No había escape, no había salida, era luchar o morir, nos dividimos y nos separamos, nosotros mismos creamos una barrera indestructible frente a nuestros ojos y solo nos dedicamos a pensar nada más que en nosotros mismos, esto nos arropó a todos. El amor se esfumó, las amistades se convirtieron en enemigos y los familiares en rivalidades, el dolor y la ira consumió a los hombres hasta el punto de convertirlos en animales inconscientes cegados por su propio odio y hambrientos de poder para su propio beneficio. Las mujeres se convirtieron en ágiles halcones, observadoras de todo y dispuestas a morir de hambre por sus pichones e incluso de asesinar para salvarlos, todos y cada uno se convirtieron en animales fieles a sus instintos, y lamentablemente eso incluía los más terribles, atroces y crueles instintos «humanos». Niños, niñas, adolescentes y miembros de la «nueva generación» quedamos atrapados en esta catástrofe, no había lugar para inocentes, débiles y verdaderos humanos con sentimientos puros. Nuestros padres nos convirtieron y reformaron (O al menos lo intentaron) en las mismas bestias que ellos eran, hubo resistencia, hubo lágrimas, hubo amor. Pero había que sobrevivir la catástrofe, y lo hicimos… Lo hicimos.

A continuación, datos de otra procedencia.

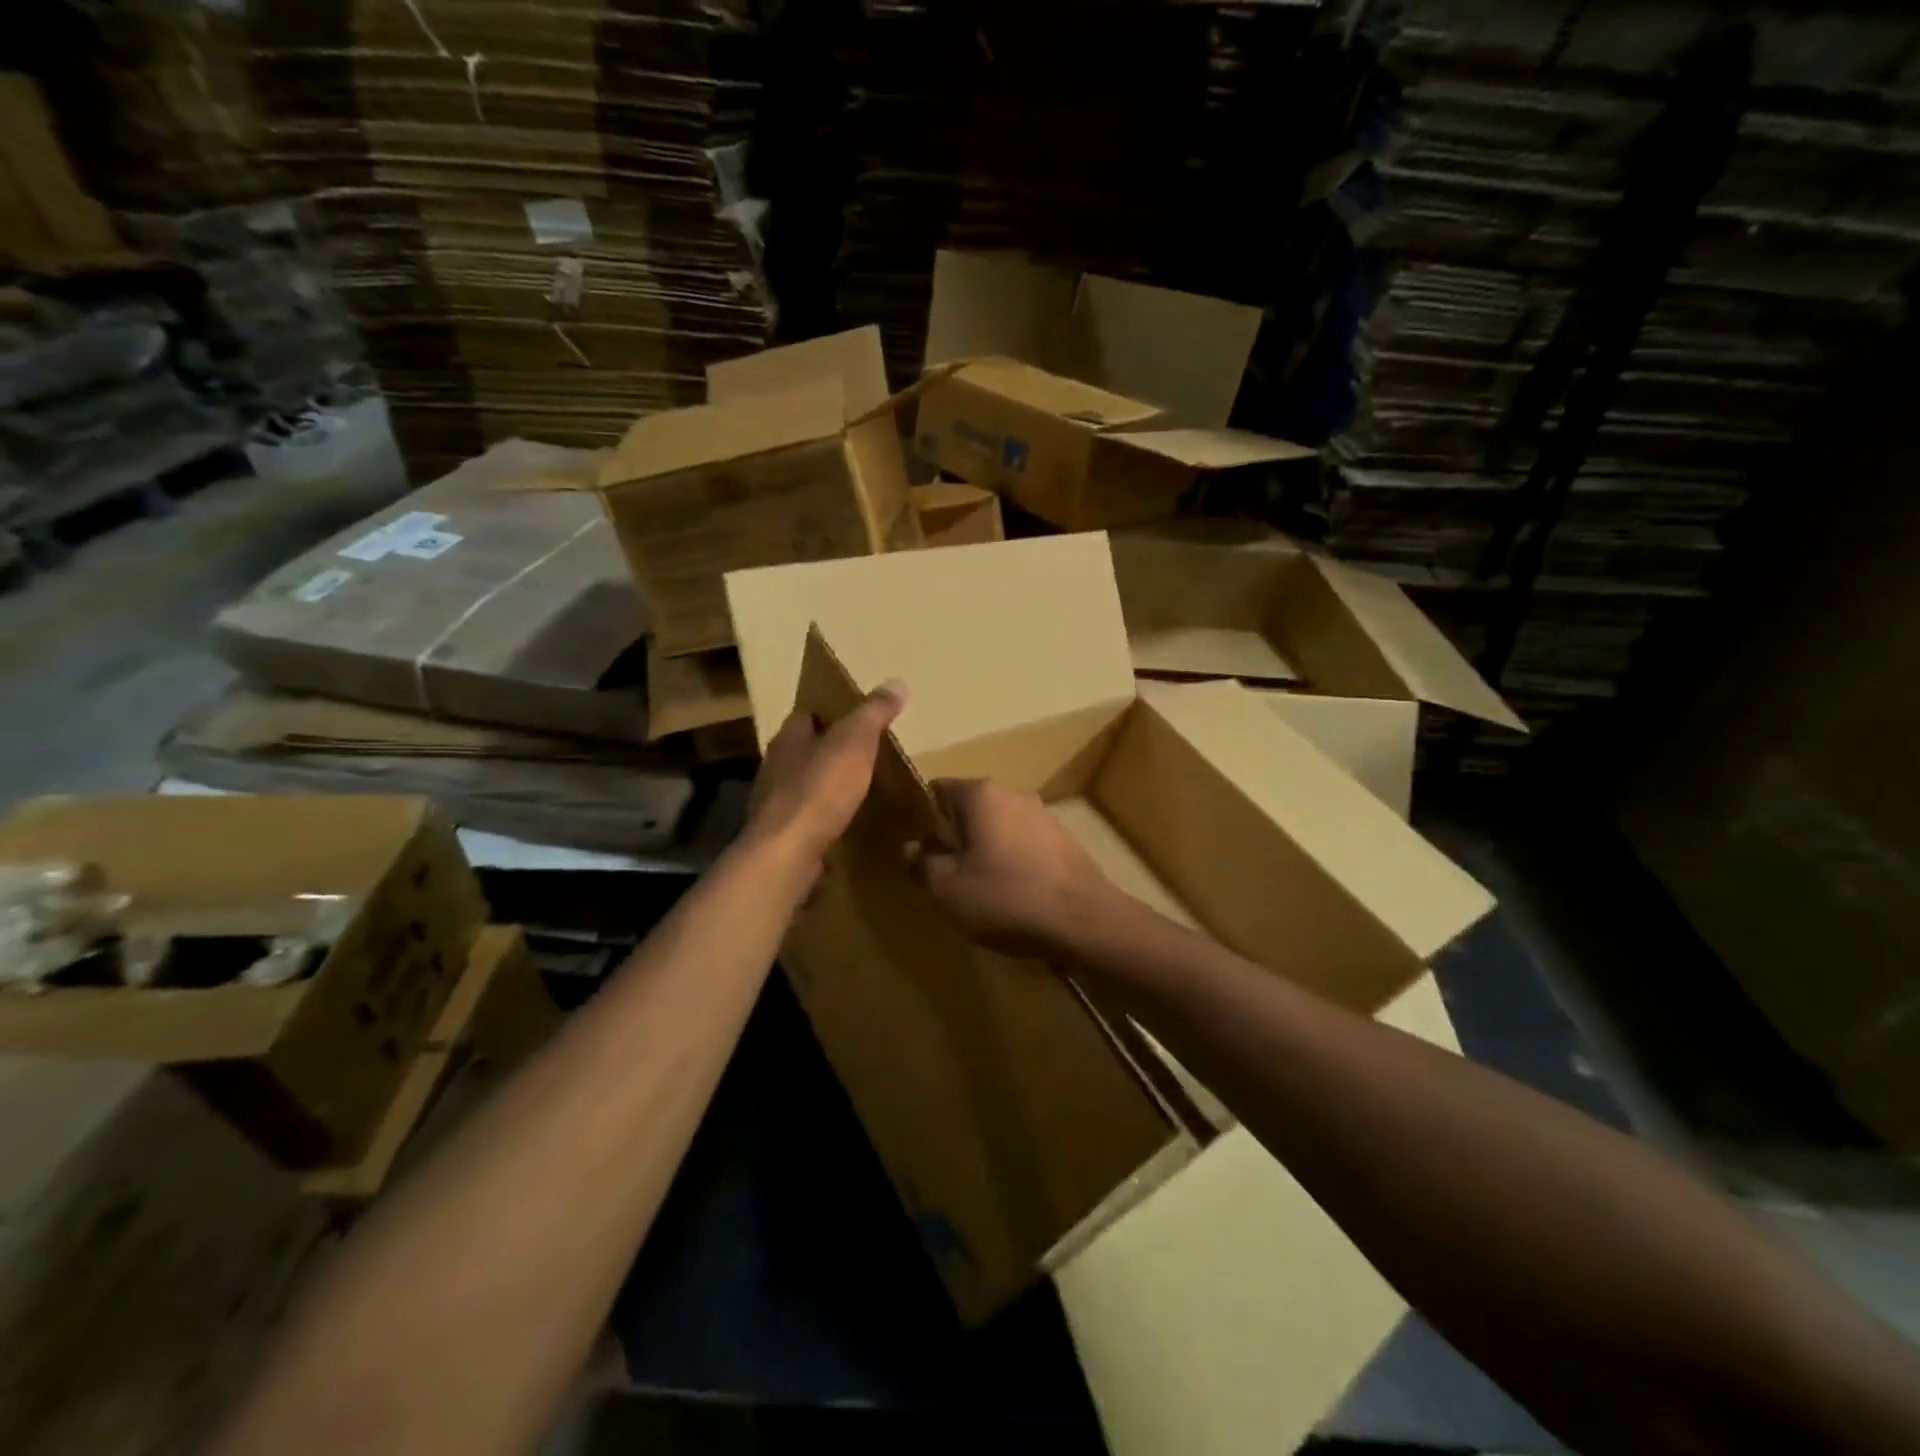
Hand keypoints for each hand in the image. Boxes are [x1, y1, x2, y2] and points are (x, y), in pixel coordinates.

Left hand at [747, 680, 908, 862]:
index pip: (805, 716)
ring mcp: (775, 802)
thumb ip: (874, 712)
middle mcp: (776, 766)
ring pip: (803, 783)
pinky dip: (823, 815)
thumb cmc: (820, 788)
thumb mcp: (855, 742)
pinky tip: (842, 820)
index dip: (828, 714)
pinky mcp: (782, 834)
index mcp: (789, 739)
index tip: (853, 716)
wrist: (789, 850)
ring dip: (825, 783)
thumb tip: (897, 682)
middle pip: (803, 750)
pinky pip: (806, 816)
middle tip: (861, 752)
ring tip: (856, 786)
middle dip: (827, 750)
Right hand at [911, 779, 1115, 959]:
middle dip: (954, 837)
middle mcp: (1013, 794)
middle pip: (969, 809)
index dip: (921, 819)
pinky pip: (1023, 845)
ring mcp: (1043, 815)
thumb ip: (921, 864)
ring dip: (984, 851)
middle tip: (944, 874)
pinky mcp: (1063, 841)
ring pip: (998, 828)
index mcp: (980, 794)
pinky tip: (1012, 894)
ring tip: (978, 890)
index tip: (917, 849)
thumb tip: (912, 848)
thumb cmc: (1006, 897)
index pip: (937, 791)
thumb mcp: (946, 889)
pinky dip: (1011, 863)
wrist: (1084, 921)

Pasó mucho tiempo y el camino que teníamos que recorrer no había mejorado en lo absoluto, después de tantos días pasados en el calendario, no éramos ni una débil sombra de lo que solíamos ser en antaño. Nos encontrábamos como personas irreconocibles. Simplemente no despertábamos de esta horrible pesadilla. La calle, nuestros hogares, el mundo y universo mismos estaban presenciando la verdadera crueldad y naturaleza de los seres humanos. Ya está, estábamos maldecidos, no había salida, solo continuar como lo habíamos hecho hasta ahora, si eso nos mantiene vivos es lo correcto pero a consecuencia de esto los días eran oscuros y todo rastro de calidez humana había desaparecido, el país estaba muerto y las personas estábamos muertas y divididas.

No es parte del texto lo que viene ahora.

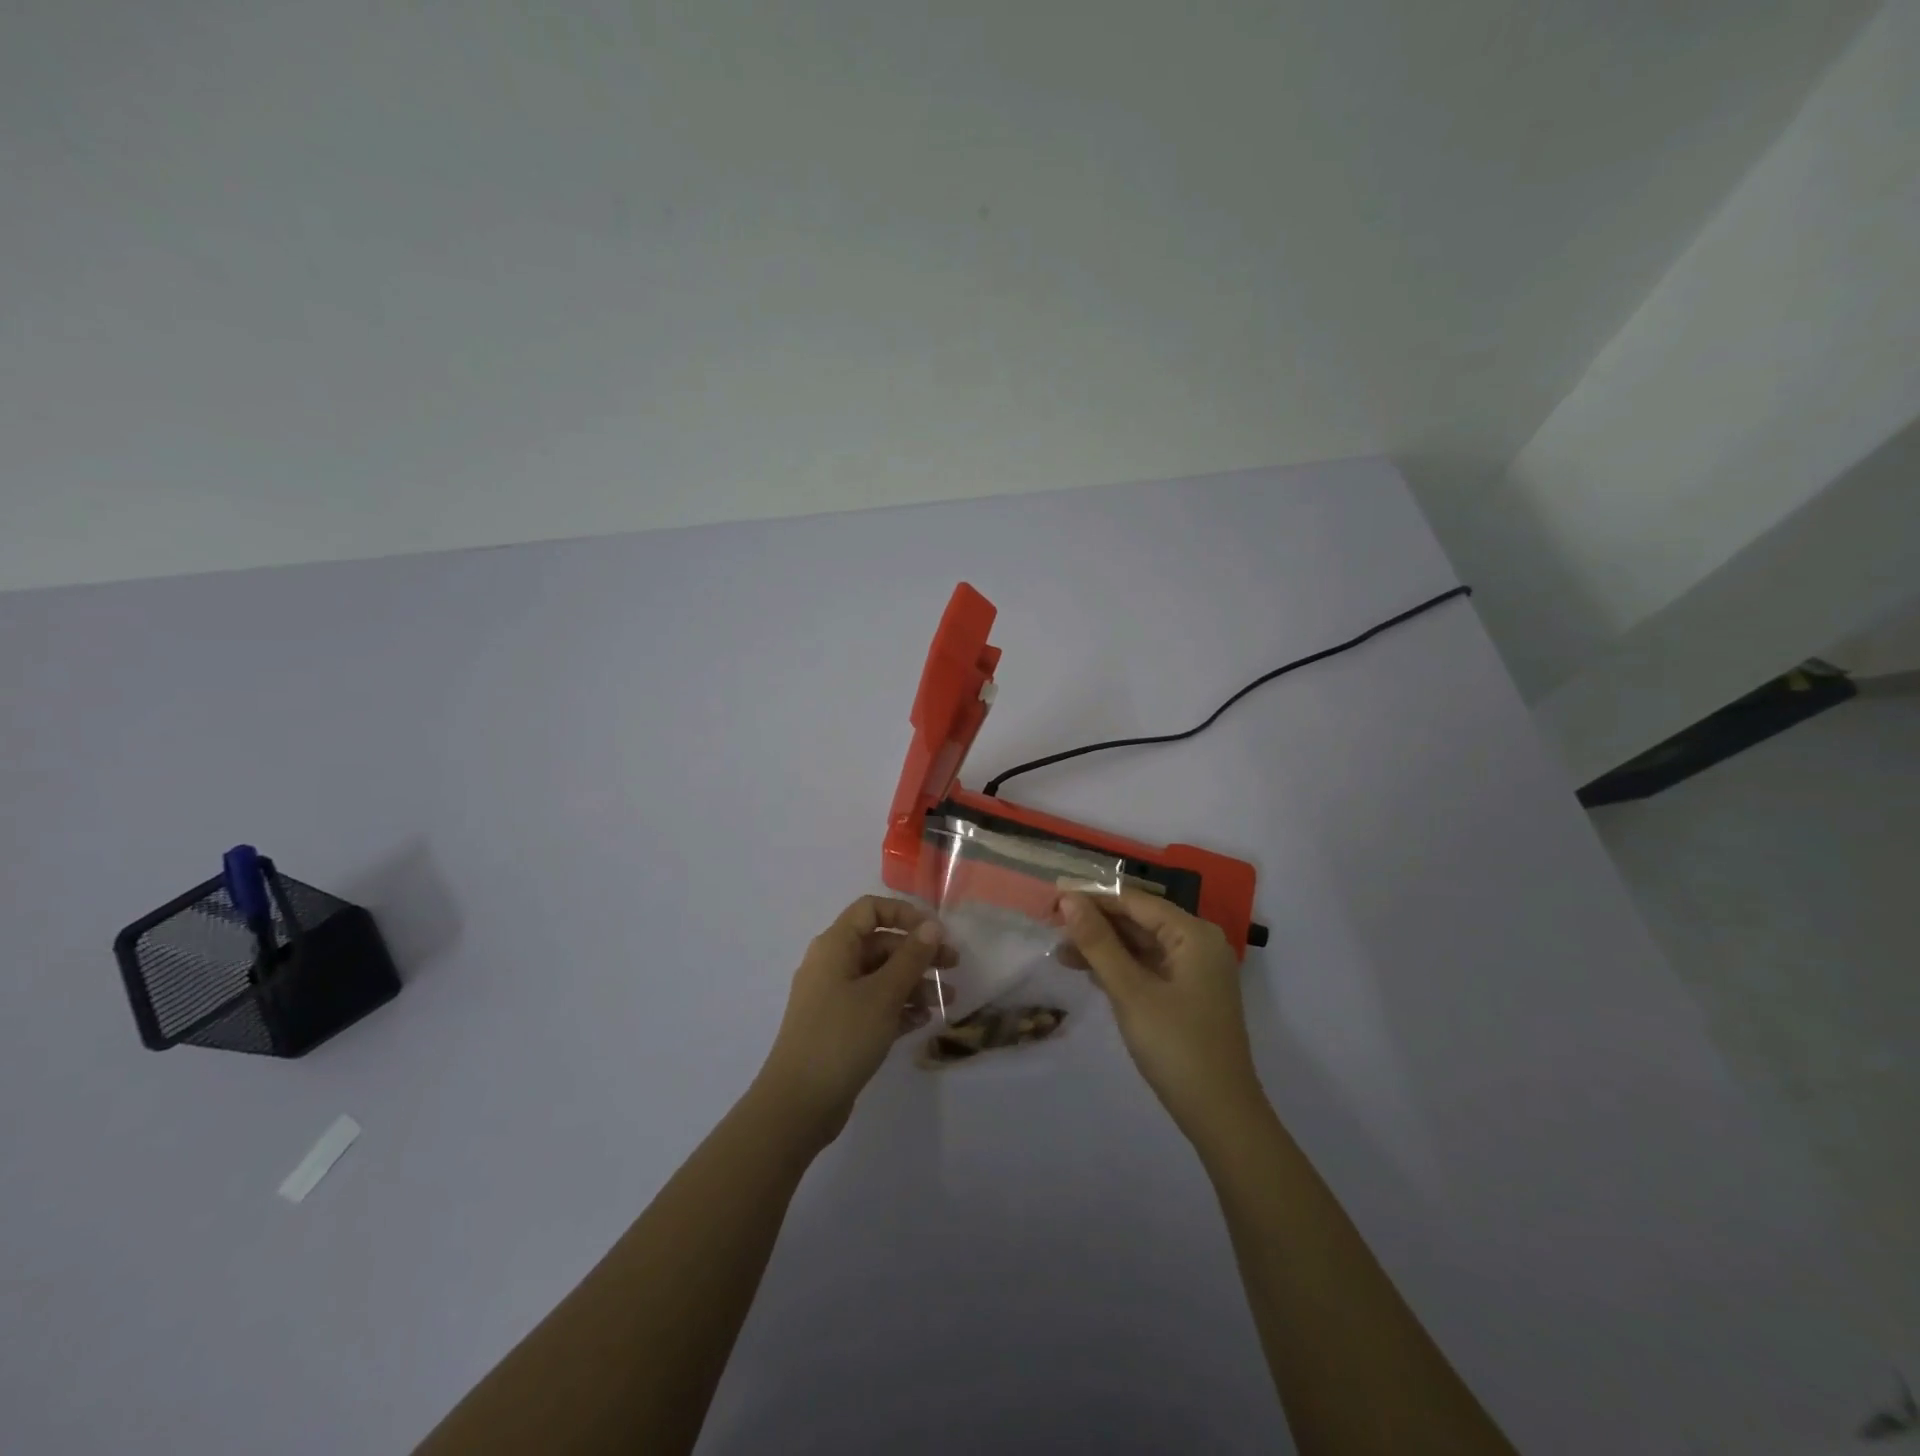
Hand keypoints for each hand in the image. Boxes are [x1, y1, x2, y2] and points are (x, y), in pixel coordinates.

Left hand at [754, 896, 952, 1145]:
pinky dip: (898, 1008)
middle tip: (953, 967)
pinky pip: (873, 1005)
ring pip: (880, 977)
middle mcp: (832, 964)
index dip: (904, 913)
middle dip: (917, 953)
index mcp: (835, 946)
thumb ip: (911, 957)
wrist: (798, 1104)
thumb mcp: (883, 994)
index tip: (935, 932)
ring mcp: (834, 997)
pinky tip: (923, 1021)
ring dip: (914, 984)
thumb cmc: (841, 1037)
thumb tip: (932, 926)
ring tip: (946, 1002)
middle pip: (880, 944)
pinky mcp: (839, 1027)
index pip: (870, 909)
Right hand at [1059, 890, 1264, 1141]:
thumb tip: (1069, 899)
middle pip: (1139, 920)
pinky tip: (1089, 972)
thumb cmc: (1175, 1046)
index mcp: (1193, 934)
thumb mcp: (1130, 991)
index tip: (1053, 898)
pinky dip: (1120, 968)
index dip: (1093, 898)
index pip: (1135, 901)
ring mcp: (1196, 971)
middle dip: (1096, 924)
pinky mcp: (1188, 994)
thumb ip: (1098, 942)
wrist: (1220, 1115)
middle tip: (1051, 926)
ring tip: (1061, 953)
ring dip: (1103, 948)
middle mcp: (1198, 944)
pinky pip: (1149, 967)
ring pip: (1141, 945)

Todo lo que conocíamos se nos fue arrebatado, pero entonces, el amor siempre vence al odio, la luz siempre destruye la oscuridad y la esperanza se mantiene fiel hasta ganar la incansable lucha. Y salimos de las sombras, pusimos nuestros pies en la calle, volvimos a contemplar aquél sol que yacía en el medio de ese hermoso firmamento azul, nos iluminamos y despertamos. No importan los problemas, no importa el mañana, no hay cabida para seguir divididos, no podemos separarnos. La calle lo vio, lo presenció y fue participé de aquél hermoso hecho, donde en medio de tanta destrucción y oscuridad, los niños salimos a jugar una vez más, con nuestros sueños y esperanzas sobre aquél polvoriento asfalto, glorioso. Ni un millón de soldados podrán acabar con el grito de amor y la risa de un niño.

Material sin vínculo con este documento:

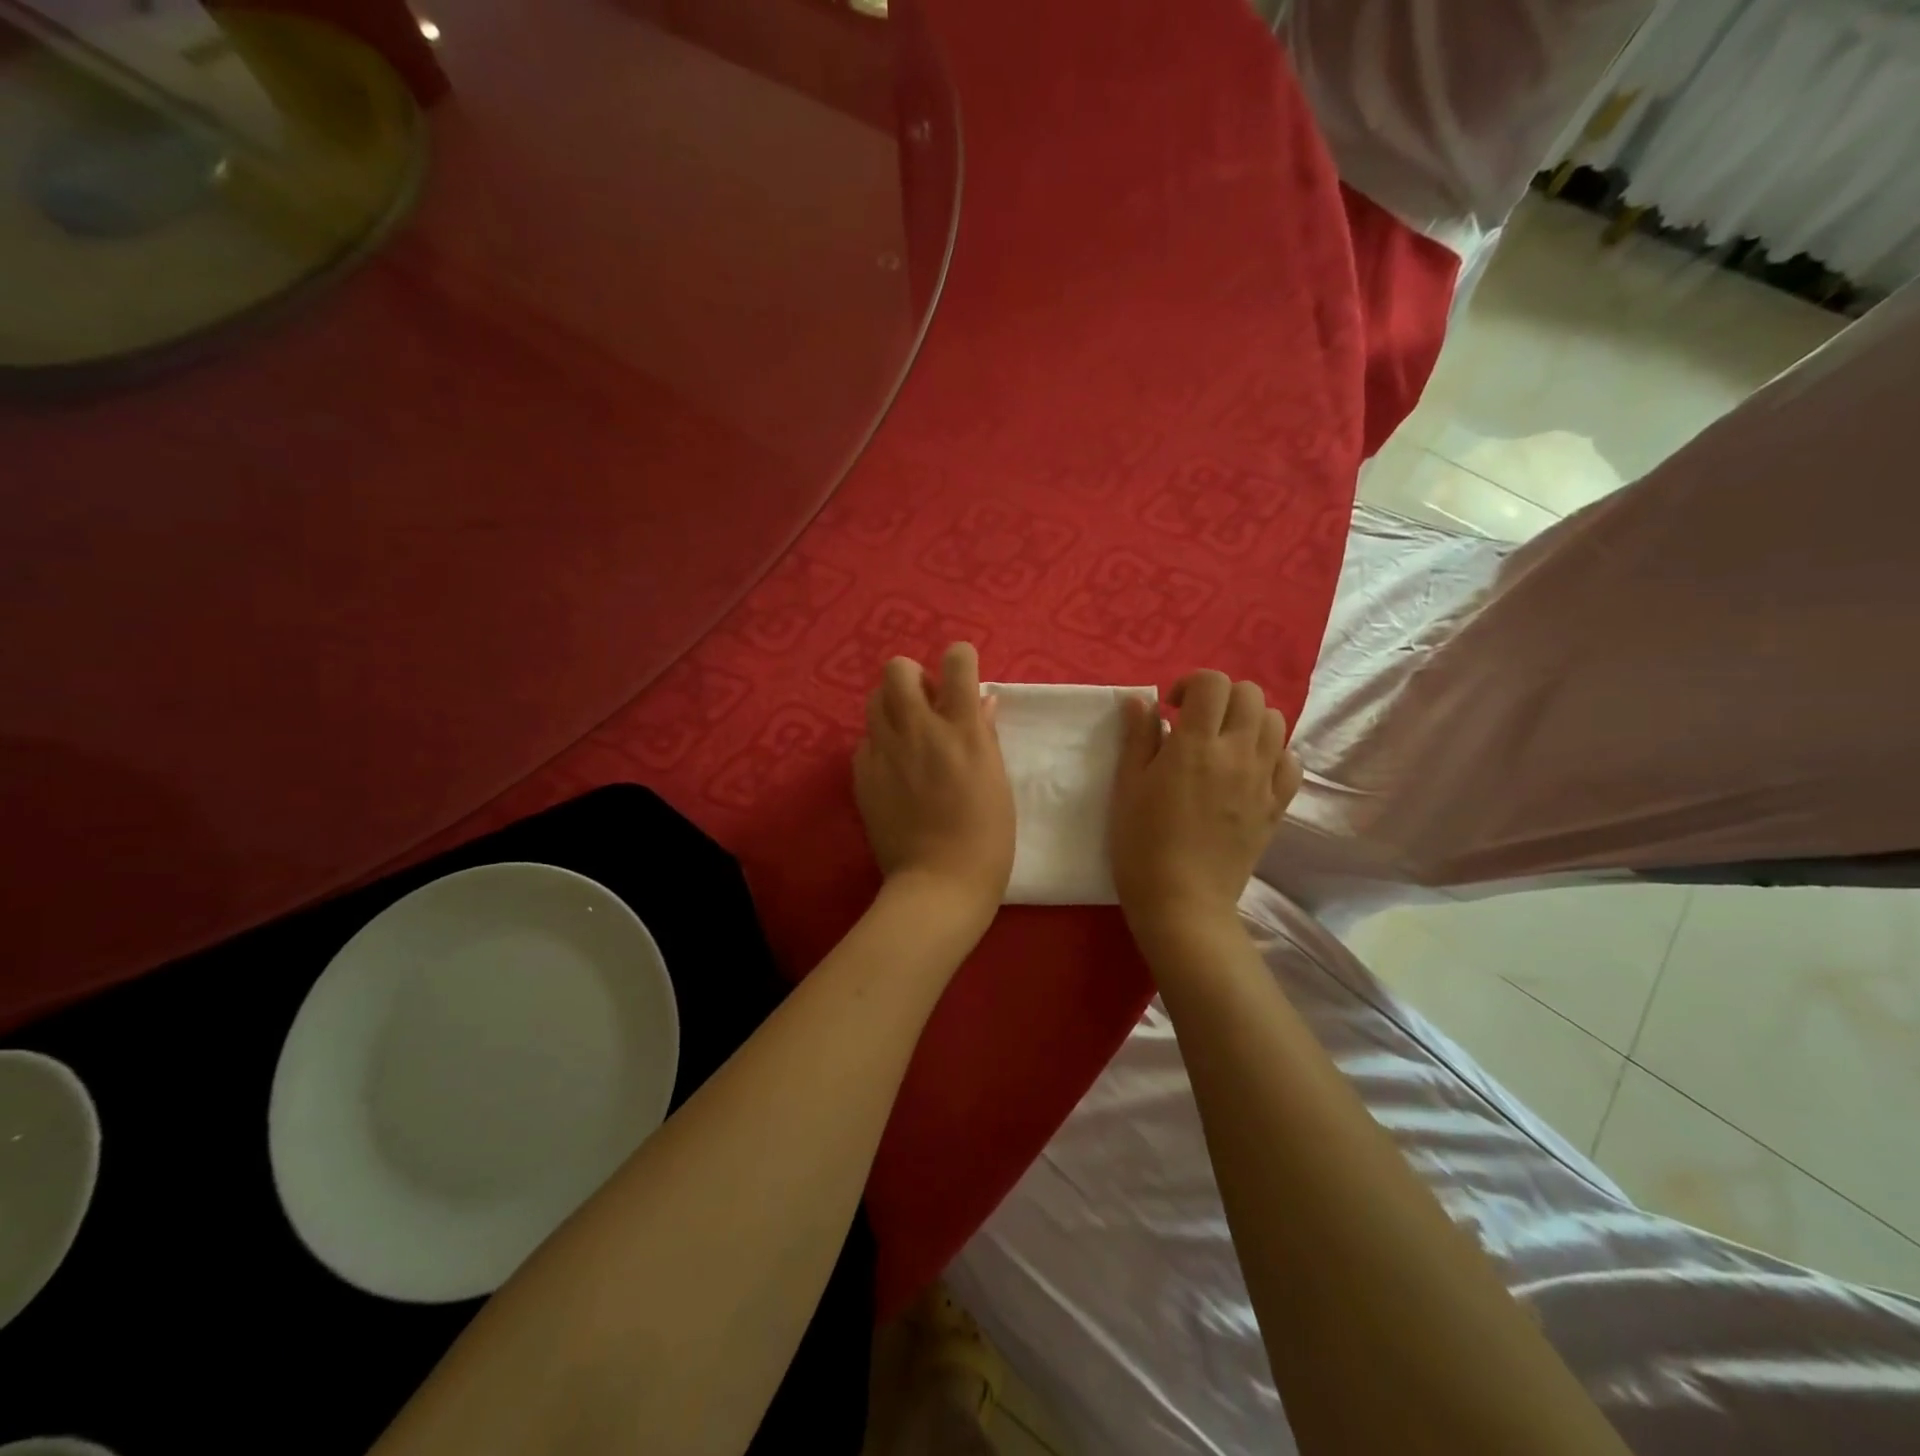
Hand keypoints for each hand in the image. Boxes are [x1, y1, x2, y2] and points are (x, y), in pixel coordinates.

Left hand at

Tenía 13 años, y recuerdo perfectamente estar atormentado por los problemas de mi familia y las discusiones diarias tanto en mi hogar como fuera de él. Pero ese día, ese 15 de agosto. Cuando saqué mi balón de fútbol y recorrí la calle llamando a mis amigos para luego empezar a jugar, estábamos dando un espectáculo, estábamos cambiando al mundo, estábamos iluminando nuestras vidas y la de los demás. El mundo era nuestro e íbamos a cumplir nuestros sueños sin dejar que nada se interpusiera en nuestro camino. Recuperamos nuestra libertad y humanidad.

Tan solo poco tiempo después de la primera partida de fútbol, pudimos ver como los vecinos empezaban a salir, sacaban sus sillas y se sentaban a hablar. Se saludaban, se abrazaban y disfrutaban su vida. Ya no éramos unos niños jugando fútbol en medio de la calle, éramos un grupo de humanos llenándonos de vida, luz y felicidad en medio de tanta muerte, oscuridad y tristeza, estábamos disfrutando como humanos de la manera más simple y sencilla posible; juntarnos en la calle.